We hypothesized that learning-induced brainstem modifications would only occur for Tone 3 (dipping tone), thus we first report results concerning Tone 3. For Tone 3 Linear Pitch Tracking Error, a one-way repeated measures ANOVA revealed a main effect of training [F (1, 22) = 14.343, p = 0.001] (Fig. 3A). Thus, subjects' brainstem response exhibited more faithful representation of the dipping stimulus F0 contour after being trained to use this tone in a lexical context. Fig. 4 shows examples of pitch tracking of the brainstem response to Tone 3 before and after training from three representative subjects (panel A) as well as word identification scores from their first and last training sessions (panel B). The same pattern of results was observed for Logarithmic Pitch Tracking Error [F (1, 22) = 12.897, p = 0.002]. Moreover, not only was the F0 of Tone 3 encoded more precisely after training, the manner in which it was encoded also changed. After training, F0 was more likely to be encoded by the largest spectral peak as indicated by an increase in Spectral Dominance in the post-training data.
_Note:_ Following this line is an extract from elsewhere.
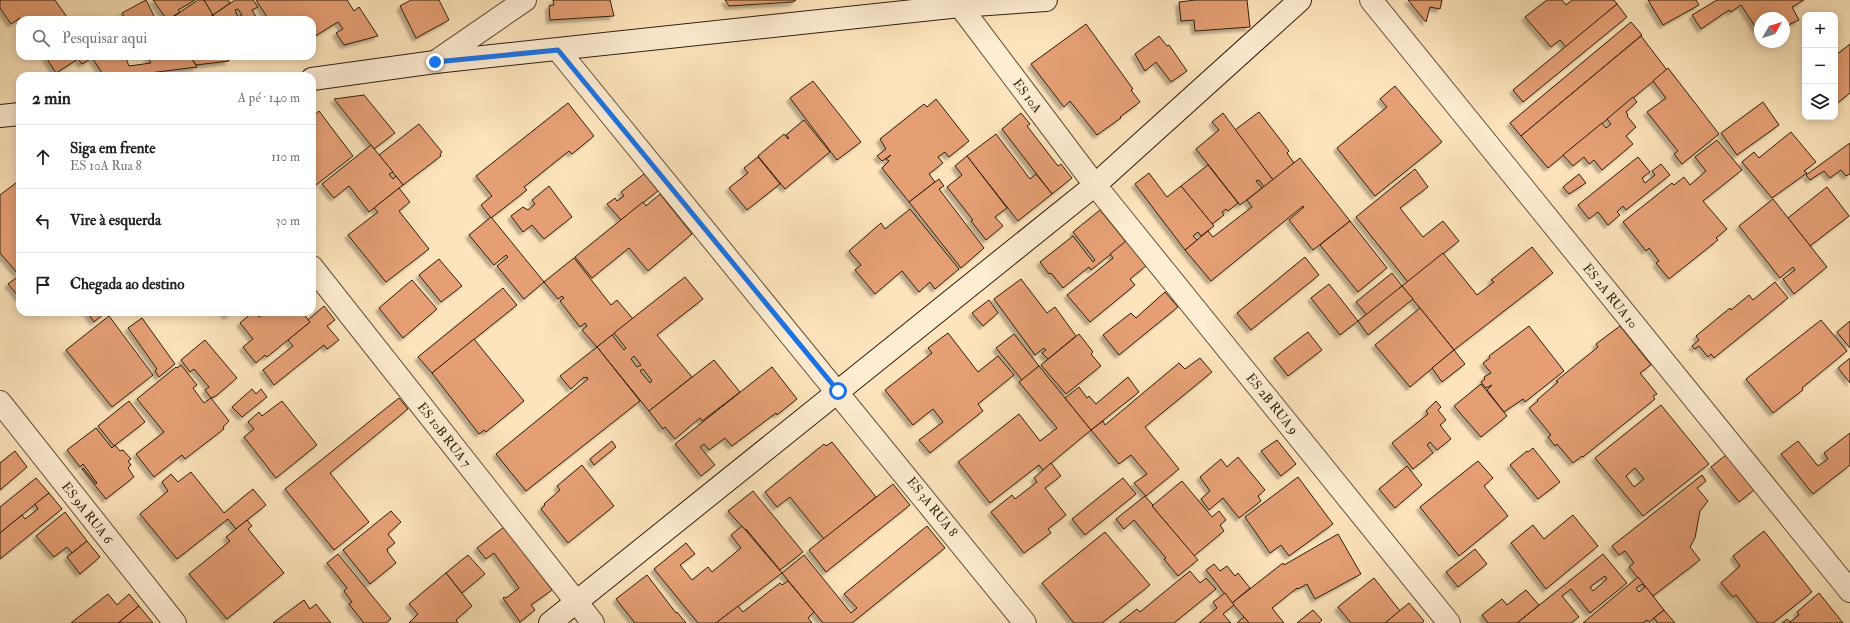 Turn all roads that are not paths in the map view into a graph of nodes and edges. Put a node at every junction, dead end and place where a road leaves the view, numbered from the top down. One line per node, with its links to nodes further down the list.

A one-way repeated measures ANOVA on Tone 3 Spectral Dominance showed a main effect of training [F (1, 22) = 4.878, p = 0.038]. Likewise, Pitch Noise Ratio also increased with training which resulted in fewer points below the noise floor. A one-way repeated measures ANOVA on Tone 3 Pitch Noise Ratio also showed a main effect of training [F (1, 22) = 4.454, p = 0.046]. Fig. 5 shows a representative subject's FFR waveforms, FFR spectra and pitch tracking for the three tones after training, along with the corresponding values for Linear Pitch Tracking Error, Spectral Dominance, and Pitch Noise Ratio2.

Fig. 3.

Fig. 3

Pre- and post-training Linear Pitch Tracking Error for Tones 1, 2 and 3. (A) Average pre- and post-training Linear Pitch Tracking Error for each tone (± 1 SD). Note that the higher the bar, the larger the deviation from the stimulus contour in Hertz (Hz). *p < .0001 (B) Distribution of post- minus pre-training Linear Pitch Tracking Error for individual subjects (pre-training is plotted at zero, post-training is plotted as the difference between the pre- and post-training Linear Pitch Tracking Error values). In comparison to Tone 3, Tone 1 and Tone 2 show greater variability. (C) Dot plots of the individual Linear Pitch Tracking Error values before (black squares) and after training (white squares) with a vertical line connecting Linear Pitch Tracking Error values pre- and post-training for each subject.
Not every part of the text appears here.